SnakEyez187 · Jan 17, 2004

Sorta pointless without the map names and system setup...

Mikey20 · Jan 17, 2004

OMG its going to run dual 8 piplelines!?

Brent_Justice · Jan 17, 2004

Originally posted by Mikey20
OMG its going to run dual 8 piplelines!?

not dual 8 pipelines, that would be 16

8x2 indicates 8 pipelines with 2 tmu's each

keep in mind these are rumors, nothing has been released from nvidia as to the specs of the nv40, i don't even know them yet

John Reynolds · Jan 17, 2004

8x2 is very strongly rumored, though, for both NV40 and R420.

defiant · Jan 17, 2004

wuh? At the bottom of the article it states that theinquirer is the source for the info, but ive never seen any article on the inquirer containing benchmark info regarding the NV40.

AMDoido · Jan 17, 2004

Originally posted by defiant
wuh? At the bottom of the article it states that theinquirer is the source for the info, but ive never seen any article on the inquirer containing benchmark info regarding the NV40.

read it again...

My english sux and i understand it...

leukotriene · Jan 17, 2004

Did I see Int16 in there?

Yup.
FX16 is a definite improvement over FX12 - they mention a register combiner in association with this statement, though I'm not entirely clear what that has to do with it.
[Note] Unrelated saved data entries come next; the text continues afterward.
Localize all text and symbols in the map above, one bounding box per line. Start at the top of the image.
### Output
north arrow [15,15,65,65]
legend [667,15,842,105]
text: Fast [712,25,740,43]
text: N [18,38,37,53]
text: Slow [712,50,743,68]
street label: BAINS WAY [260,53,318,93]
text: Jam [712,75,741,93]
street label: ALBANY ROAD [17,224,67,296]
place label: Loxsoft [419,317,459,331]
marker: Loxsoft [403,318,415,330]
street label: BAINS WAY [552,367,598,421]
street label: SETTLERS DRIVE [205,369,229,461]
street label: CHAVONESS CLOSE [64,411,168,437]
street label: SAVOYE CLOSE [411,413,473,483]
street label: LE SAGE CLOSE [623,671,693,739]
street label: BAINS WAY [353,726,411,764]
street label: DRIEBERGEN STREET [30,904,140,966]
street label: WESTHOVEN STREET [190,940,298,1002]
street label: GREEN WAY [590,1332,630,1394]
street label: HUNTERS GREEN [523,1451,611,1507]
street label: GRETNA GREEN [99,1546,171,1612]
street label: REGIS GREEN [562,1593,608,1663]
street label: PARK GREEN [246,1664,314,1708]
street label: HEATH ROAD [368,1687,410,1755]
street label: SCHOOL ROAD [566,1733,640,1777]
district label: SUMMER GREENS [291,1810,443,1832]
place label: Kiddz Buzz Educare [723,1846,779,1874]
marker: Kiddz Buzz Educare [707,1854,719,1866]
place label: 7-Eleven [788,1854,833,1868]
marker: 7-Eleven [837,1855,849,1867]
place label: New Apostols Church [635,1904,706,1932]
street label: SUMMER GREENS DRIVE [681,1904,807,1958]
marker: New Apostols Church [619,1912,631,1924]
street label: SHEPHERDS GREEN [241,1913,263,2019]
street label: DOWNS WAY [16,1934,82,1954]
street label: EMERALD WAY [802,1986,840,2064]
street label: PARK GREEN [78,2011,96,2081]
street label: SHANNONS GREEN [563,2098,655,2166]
Good to see nvidia finally put out an 8 pipe (always) core. Pixel Shading numbers better be drastically improved if they want to be competitive. I bet they are

CleanSlate · Jan 17, 2004

sounds like complete bull shit

pakotlar · Jan 17, 2004

seems accurate... I'm interested in the 8x AA.

101 · Jan 17, 2004

Looks like all the marketing morons are going to spin the FUD between now and CeBit. Lets hope nVidia doesn't do a repeat of last year.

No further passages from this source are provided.